Member of Parliament for Don Valley North
- In office October 21, 2019 – April 28, 2025
- Preceded by: Geng Tan
- Succeeded by: Maggie Chi

Member of the Ontario Provincial Parliament for Trinity—Spadina
- In office June 12, 2014 – June 7, 2018
- Preceded by: Rosario Marchese
- Succeeded by: Riding dissolved

Personal details
- Born: Han Peng Dong 1977 (age 48–49) Shanghai, China
- Party: Independent (since 2023)
- Other political affiliations: Liberal (until 2023) Ontario Liberal
- Spouse: Sophie
- Children: 2

Chinese name
- Traditional Chinese: 董晗鵬
- Simplified Chinese: 董晗鹏

Standard Mandarin
- Hanyu Pinyin: Dǒng Hánpéng

Yue: Cantonese
- Jyutping: Dung^{2} Ham^{4}-paang^{4}

= Han Dong (politician) =

Canadian politician

Han Peng Dong (董晗鵬; born c. 1977) is a Canadian politician who served as the member of Parliament (MP) for Don Valley North from 2019 to 2025 and the member of Provincial Parliament (MPP) for Trinity—Spadina from 2014 to 2018.

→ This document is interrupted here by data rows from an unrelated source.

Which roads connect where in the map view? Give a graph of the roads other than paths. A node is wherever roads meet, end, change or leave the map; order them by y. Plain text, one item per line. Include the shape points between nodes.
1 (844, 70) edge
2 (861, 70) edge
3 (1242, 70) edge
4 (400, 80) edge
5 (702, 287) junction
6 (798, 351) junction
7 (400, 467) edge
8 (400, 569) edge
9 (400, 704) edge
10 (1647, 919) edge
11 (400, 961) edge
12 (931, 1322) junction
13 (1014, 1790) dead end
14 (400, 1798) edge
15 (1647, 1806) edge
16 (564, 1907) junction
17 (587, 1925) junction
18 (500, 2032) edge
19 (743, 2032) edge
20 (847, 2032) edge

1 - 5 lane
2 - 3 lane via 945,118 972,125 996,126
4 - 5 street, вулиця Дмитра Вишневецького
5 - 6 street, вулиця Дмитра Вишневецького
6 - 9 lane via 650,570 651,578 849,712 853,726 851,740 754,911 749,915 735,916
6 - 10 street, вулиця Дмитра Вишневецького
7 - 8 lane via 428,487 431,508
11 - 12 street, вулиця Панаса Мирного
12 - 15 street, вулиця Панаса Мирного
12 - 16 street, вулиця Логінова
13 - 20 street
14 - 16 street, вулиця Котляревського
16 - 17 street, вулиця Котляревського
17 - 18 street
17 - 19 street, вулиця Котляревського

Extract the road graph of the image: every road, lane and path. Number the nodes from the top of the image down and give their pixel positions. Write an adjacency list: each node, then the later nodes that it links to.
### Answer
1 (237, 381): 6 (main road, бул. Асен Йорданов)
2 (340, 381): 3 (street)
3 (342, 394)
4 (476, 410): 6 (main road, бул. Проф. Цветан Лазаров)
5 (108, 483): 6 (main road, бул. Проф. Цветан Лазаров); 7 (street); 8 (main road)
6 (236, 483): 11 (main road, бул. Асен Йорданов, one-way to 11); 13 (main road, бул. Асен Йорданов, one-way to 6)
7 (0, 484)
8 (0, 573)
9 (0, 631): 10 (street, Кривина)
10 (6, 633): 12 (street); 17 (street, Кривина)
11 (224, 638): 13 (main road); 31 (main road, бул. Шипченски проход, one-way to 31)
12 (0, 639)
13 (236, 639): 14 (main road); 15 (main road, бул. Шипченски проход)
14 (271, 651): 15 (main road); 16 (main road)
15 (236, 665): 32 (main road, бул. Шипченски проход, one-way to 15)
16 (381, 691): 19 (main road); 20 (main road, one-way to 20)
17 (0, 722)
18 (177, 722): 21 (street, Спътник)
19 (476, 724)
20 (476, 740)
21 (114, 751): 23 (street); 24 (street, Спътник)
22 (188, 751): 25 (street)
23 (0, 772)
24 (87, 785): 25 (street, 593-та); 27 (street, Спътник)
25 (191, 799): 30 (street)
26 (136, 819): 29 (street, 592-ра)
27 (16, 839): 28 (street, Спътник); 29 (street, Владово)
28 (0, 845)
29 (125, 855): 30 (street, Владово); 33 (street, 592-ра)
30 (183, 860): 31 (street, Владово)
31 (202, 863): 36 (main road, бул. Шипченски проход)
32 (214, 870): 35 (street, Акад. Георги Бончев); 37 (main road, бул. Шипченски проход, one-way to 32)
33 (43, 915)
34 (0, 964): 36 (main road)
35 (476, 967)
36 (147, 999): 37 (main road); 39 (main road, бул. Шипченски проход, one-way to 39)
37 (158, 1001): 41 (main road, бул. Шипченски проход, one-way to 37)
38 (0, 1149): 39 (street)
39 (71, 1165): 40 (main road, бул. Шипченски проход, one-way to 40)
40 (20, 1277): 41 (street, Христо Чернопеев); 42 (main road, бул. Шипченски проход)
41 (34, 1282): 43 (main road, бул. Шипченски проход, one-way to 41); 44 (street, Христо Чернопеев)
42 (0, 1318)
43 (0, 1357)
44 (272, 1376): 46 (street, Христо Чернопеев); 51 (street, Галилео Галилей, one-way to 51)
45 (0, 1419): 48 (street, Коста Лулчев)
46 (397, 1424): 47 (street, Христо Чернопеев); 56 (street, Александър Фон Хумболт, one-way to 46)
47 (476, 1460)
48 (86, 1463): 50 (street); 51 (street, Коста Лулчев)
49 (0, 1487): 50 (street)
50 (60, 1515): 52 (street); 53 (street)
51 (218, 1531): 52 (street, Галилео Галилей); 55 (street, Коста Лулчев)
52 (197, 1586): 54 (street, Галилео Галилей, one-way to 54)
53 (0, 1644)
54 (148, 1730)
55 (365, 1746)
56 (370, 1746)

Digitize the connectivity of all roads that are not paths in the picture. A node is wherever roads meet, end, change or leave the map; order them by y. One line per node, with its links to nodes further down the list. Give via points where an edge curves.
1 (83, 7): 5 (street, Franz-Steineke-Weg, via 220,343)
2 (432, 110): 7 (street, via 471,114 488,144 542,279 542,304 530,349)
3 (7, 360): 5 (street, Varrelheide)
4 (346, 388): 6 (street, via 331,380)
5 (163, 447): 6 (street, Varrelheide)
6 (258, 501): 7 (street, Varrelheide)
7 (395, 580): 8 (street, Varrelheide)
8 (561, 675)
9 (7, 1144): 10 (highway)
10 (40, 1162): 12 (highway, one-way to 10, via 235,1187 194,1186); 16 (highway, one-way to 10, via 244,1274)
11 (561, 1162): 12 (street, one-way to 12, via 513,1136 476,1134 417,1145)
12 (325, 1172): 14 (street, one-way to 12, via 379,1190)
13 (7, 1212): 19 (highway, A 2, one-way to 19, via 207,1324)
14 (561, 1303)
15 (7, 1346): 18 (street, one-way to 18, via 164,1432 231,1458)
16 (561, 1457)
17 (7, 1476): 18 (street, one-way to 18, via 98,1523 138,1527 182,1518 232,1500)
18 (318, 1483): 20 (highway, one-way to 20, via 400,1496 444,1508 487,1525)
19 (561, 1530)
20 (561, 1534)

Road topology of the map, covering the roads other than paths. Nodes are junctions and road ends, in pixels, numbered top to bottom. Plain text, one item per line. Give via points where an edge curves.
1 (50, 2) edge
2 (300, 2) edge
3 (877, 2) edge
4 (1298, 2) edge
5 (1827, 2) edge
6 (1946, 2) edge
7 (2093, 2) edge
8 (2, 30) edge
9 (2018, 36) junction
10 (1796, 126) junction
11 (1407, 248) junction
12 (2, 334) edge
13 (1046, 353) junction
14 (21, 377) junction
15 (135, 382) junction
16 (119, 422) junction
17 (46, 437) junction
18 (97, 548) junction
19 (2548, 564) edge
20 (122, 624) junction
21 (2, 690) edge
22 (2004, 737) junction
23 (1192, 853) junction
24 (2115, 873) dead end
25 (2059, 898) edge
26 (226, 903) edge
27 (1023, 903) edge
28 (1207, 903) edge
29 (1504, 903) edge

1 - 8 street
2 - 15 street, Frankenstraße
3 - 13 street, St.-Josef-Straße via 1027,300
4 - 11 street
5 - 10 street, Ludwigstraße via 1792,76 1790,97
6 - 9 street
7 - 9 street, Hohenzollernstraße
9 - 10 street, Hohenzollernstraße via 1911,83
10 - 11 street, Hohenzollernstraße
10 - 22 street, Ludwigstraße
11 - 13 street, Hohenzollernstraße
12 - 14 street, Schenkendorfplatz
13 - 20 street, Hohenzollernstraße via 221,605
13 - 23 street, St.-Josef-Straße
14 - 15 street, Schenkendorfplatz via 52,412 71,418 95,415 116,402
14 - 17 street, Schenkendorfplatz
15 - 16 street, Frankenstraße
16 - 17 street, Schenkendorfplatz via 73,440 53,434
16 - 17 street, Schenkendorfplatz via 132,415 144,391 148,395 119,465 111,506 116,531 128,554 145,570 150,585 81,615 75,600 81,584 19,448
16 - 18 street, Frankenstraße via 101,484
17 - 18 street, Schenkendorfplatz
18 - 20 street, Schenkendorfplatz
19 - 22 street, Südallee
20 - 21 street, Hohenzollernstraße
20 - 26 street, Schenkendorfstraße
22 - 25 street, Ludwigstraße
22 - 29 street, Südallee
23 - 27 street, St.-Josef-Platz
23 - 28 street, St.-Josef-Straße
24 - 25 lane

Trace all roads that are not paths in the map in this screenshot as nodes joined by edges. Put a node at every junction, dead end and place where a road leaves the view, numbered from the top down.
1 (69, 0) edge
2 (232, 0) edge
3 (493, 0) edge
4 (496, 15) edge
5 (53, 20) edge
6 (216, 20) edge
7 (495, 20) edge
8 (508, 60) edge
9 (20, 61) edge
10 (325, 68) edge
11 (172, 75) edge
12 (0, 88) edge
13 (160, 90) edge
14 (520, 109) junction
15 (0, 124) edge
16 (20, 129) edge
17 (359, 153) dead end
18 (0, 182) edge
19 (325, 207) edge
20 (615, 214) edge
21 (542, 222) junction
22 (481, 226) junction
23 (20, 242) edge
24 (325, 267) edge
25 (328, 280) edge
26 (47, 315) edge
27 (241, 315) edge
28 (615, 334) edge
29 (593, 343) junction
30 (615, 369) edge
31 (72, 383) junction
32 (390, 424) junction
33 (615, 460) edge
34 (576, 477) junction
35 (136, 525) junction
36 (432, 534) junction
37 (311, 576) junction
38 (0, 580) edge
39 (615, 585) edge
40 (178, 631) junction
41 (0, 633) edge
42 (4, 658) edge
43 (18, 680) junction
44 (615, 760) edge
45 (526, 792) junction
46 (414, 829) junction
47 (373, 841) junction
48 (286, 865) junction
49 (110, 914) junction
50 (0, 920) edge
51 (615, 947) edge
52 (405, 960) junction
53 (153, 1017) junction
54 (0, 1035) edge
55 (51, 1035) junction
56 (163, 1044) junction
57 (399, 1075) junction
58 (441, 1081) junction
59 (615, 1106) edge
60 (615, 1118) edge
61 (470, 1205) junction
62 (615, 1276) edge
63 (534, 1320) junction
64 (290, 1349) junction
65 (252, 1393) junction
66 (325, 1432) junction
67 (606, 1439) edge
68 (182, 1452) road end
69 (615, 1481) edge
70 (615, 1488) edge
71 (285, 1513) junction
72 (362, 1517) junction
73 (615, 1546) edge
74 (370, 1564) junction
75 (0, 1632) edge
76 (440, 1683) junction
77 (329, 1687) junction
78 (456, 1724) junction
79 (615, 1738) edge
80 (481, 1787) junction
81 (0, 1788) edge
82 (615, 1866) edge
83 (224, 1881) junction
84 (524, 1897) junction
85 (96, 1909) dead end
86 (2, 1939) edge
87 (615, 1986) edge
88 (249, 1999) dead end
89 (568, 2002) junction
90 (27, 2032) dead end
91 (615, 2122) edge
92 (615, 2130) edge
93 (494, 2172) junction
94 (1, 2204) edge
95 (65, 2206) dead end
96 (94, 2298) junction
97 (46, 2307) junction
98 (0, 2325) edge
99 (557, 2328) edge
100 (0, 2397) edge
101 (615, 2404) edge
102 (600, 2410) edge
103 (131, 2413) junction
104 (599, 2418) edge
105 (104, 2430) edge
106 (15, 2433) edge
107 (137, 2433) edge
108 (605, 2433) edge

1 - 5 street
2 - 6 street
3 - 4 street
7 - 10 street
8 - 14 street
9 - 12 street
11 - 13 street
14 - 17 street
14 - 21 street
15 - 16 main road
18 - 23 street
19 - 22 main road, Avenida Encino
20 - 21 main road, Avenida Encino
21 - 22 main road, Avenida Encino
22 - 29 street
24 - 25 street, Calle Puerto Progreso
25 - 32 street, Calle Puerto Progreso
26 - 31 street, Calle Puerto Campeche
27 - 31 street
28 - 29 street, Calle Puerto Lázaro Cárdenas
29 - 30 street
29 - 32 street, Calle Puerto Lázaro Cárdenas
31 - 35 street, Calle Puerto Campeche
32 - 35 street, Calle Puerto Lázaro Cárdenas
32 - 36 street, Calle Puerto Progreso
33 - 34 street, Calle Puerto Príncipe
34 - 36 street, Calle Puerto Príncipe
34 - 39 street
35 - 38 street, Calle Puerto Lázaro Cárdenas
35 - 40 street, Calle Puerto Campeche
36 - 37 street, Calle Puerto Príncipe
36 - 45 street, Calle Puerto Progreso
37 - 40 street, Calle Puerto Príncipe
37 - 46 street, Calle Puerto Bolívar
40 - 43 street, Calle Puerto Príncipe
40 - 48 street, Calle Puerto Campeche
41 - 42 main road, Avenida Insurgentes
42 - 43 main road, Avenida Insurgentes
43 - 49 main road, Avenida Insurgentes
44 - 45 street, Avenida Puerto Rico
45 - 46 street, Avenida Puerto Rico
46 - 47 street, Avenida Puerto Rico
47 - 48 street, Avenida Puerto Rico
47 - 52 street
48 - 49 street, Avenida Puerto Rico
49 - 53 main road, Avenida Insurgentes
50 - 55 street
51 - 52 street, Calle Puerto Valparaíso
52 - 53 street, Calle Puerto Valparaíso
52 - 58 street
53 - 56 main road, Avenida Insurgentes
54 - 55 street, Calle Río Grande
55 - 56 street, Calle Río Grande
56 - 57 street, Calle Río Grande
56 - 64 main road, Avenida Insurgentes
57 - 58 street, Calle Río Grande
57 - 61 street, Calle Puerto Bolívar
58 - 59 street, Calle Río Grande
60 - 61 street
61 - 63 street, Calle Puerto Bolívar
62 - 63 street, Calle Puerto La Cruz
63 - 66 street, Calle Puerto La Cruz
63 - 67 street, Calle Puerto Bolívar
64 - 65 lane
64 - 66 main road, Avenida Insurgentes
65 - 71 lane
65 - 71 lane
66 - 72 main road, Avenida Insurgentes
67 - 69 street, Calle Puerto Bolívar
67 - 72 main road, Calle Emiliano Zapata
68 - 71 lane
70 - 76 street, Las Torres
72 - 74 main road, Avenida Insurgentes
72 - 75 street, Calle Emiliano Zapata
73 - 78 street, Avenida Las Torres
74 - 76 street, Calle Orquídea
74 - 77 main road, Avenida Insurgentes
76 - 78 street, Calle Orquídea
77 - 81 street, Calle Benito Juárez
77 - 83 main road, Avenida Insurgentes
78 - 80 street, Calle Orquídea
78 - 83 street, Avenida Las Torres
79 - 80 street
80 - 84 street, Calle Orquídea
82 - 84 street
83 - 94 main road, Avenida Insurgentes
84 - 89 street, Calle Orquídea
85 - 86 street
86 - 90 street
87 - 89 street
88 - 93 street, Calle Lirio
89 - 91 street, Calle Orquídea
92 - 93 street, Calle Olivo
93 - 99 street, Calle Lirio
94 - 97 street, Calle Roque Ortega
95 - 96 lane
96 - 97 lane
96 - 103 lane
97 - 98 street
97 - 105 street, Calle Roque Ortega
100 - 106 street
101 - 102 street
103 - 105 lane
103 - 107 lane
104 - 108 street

Dong was elected as MPP in the 2014 provincial election under the Ontario Liberal Party banner, serving until is defeat in the 2018 election. He was elected to the House of Commons in the 2019 federal election and was re-elected in the 2021 election. Dong sat in the Liberal Party caucus until 2023, when he stepped down from caucus following to allegations published by Global News that he advised a Chinese diplomat against the releasing two Canadians detained in China. Dong subsequently initiated a defamation lawsuit against Global News, which was settled in 2025 with the outlet recognizing the Foreign Interference Commission's report that corroborates Dong's denial of the allegations against him.

In August 2025, the Commissioner of Canada Elections concluded that there was no evidence of election law breaches in Dong’s 2019 Liberal nomination contest.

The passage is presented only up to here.